TASK DIRECTIONS> The result should be every line of the listing that contains "wrist".
^^^^^^^^
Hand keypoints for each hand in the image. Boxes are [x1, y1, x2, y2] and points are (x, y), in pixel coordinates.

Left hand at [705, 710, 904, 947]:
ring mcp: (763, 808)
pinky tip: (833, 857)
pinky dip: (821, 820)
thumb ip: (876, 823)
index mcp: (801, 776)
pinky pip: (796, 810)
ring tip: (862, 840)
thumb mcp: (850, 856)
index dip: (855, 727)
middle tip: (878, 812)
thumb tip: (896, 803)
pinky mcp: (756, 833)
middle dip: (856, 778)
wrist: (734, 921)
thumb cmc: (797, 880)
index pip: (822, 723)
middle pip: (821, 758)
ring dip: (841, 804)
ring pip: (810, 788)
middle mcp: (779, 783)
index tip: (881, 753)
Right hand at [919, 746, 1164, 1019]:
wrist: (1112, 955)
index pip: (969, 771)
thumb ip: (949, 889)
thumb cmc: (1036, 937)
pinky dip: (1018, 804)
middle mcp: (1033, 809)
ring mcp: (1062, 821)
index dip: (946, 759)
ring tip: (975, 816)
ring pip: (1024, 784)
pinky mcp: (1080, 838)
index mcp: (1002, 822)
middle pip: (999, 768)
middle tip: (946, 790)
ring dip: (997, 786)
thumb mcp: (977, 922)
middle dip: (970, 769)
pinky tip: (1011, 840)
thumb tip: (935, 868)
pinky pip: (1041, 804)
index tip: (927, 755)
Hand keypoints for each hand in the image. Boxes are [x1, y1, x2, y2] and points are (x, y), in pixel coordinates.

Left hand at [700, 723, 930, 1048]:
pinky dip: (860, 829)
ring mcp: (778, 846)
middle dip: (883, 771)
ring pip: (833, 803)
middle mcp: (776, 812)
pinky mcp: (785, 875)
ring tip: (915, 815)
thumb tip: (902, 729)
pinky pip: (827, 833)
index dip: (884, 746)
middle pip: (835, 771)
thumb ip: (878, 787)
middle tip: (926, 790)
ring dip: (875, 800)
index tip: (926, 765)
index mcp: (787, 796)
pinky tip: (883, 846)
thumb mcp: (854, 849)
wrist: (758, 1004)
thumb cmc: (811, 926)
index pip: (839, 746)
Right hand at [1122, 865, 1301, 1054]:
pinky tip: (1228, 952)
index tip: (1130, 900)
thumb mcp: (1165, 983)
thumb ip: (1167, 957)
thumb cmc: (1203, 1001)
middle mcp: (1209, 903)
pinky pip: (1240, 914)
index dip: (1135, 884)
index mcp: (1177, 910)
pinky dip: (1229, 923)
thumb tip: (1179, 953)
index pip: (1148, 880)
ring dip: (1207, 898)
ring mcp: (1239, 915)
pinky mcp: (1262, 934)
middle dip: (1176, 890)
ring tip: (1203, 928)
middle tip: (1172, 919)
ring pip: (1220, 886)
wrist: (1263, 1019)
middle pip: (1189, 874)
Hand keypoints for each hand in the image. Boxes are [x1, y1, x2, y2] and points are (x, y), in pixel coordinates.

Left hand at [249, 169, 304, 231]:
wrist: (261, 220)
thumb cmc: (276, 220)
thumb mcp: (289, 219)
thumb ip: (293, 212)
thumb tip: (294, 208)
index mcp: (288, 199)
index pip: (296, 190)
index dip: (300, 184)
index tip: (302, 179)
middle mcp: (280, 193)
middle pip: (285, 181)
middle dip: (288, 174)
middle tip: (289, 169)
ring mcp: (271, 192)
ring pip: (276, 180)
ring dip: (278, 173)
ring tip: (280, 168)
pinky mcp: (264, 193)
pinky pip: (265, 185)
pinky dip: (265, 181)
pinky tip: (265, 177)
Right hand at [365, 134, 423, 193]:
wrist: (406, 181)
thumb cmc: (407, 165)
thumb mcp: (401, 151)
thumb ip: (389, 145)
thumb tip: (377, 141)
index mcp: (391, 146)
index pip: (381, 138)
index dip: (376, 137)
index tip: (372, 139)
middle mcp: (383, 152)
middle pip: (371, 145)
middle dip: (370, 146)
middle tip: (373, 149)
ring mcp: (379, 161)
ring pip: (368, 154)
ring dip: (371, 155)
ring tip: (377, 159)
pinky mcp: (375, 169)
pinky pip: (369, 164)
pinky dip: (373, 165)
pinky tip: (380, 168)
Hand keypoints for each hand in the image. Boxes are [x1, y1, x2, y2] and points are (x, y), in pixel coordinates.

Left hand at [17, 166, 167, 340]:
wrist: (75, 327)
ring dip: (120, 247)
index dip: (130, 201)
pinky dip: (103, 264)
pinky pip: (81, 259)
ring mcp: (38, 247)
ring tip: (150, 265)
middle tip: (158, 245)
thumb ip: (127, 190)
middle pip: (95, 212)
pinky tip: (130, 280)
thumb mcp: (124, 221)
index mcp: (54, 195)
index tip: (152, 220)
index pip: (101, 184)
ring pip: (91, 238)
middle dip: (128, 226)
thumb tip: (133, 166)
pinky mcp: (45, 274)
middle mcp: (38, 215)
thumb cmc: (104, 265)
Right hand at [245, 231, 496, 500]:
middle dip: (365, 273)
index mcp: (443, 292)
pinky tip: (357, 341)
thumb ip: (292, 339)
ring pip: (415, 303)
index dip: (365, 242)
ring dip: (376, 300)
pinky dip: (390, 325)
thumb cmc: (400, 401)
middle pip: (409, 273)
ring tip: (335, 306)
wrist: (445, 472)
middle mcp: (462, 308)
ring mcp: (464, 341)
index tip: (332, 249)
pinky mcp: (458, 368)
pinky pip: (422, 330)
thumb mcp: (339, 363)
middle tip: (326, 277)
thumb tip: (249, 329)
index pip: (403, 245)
^^^^^^^^
FINAL ANSWER>
wrist: (734, 921)
wrist: (1112, 955)
wrist: (758, 1004)
wrist: (1263, 1019)
wrist: (261, 220)
wrist: (406, 181)
wrist: (75, 327)
wrist: (445, 472)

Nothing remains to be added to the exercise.